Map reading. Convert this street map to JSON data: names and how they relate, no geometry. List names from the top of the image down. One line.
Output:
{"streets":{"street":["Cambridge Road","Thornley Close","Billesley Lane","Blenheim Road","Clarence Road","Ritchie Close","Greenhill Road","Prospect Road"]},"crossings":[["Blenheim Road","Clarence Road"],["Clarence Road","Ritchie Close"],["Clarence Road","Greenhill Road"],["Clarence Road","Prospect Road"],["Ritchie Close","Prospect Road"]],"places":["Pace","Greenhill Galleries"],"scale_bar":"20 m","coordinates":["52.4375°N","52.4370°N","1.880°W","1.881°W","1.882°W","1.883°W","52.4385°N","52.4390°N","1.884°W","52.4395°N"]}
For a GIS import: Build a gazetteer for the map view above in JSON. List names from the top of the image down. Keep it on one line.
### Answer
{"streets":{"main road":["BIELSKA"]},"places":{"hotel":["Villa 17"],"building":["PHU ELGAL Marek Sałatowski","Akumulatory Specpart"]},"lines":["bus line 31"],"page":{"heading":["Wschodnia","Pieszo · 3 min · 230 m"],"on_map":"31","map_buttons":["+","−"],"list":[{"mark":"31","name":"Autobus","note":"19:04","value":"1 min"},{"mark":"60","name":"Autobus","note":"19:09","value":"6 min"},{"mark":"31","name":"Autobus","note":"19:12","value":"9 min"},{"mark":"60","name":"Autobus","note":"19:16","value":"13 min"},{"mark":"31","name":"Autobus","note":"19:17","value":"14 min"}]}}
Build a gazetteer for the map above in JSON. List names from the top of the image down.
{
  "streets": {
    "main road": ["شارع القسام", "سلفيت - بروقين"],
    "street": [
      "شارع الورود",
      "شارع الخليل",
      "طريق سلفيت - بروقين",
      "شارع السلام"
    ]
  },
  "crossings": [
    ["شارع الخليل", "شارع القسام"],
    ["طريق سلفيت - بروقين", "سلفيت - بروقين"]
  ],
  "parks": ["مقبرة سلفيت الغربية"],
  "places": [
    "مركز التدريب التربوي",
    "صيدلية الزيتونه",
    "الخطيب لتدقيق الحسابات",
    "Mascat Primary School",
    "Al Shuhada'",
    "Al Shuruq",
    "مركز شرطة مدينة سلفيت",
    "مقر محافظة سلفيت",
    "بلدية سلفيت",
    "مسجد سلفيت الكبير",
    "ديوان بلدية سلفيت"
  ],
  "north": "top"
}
◇ ◇ ◇ ◇ ◇ ◇ ◇
### WHAT TO DO
Give the records back in full, word for word.

### TASK ANSWER
Map reading. Convert this street map to JSON data: names and how they relate, no geometry. List names from the top of the image down. One line.
Output:
{"streets":{"street":["Cambridge Road","Thornley Close","Billesley Lane","Blenheim Road","Clarence Road","Ritchie Close","Greenhill Road","Prospect Road"]},"crossings":[["Blenheim Road","Clarence Road"],["Clarence Road","Ritchie Close"],["Clarence Road","Greenhill Road"],["Clarence Road","Prospect Road"],["Ritchie Close","Prospect Road"]],"places":["Pace","Greenhill Galleries"],"scale_bar":"20 m","coordinates":["52.4375°N","52.4370°N","1.880°W","1.881°W","1.882°W","1.883°W","52.4385°N","52.4390°N","1.884°W","52.4395°N"]}
For a GIS import: Build a gazetteer for the map view above in JSON. List names from the top of the image down. Keep it on one line.
### Answer
{"streets":{"main road":["BIELSKA"]},"places":{"hotel":["Villa 17"],"building":["PHU ELGAL Marek Sałatowski","Akumulatory Specpart"]},"lines":["bus line 31"],"page":{"heading":["Wschodnia","Pieszo · 3 min · 230 m"],"on_map":"31","map_buttons":["+","−"],"list":[{"mark":"31","name":"Autobus","note":"19:04","value":"1 min"},{"mark":"60","name":"Autobus","note":"19:09","value":"6 min"},{"mark":"31","name":"Autobus","note":"19:12","value":"9 min"},{"mark":"60","name":"Autobus","note":"19:16","value":"13 min"},{"mark":"31","name":"Autobus","note":"19:17","value":"14 min"}]}}
Build a gazetteer for the map above in JSON. List names from the top of the image down.
{
  "streets": {
    "main road": ["شارع القسام", "سلفيت - بروقين"],
    "street": [
      "شارع الورود",
      "شارع الخليل",
      "طريق سلفيت - بروقين",
      "شارع السلام"
    ]
  },
  "crossings": [
    ["شارع الخليل", "شارع القسام"],
    ["طريق سلفيت - بروقين", "سلفيت - بروقين"]
  ],
  "parks": ["مقبرة سلفيت الغربية"],
  "places": [
    "مركز التدريب التربوي",
    "صيدلية الزيتونه",
    "الخطيب لتدقيق الحسابات",
    "Mascat Primary School",
    "Al Shuhada'",
    "Al Shuruq",
    "مركز شرطة مدينة سلفيت",
    "مقر محافظة سلفيت",
    "بلدية سلفيت",
    "مسجد سلفيت الكبير",
    "ديوان بلدية سلفيت"
  ],
  "north": "top"
}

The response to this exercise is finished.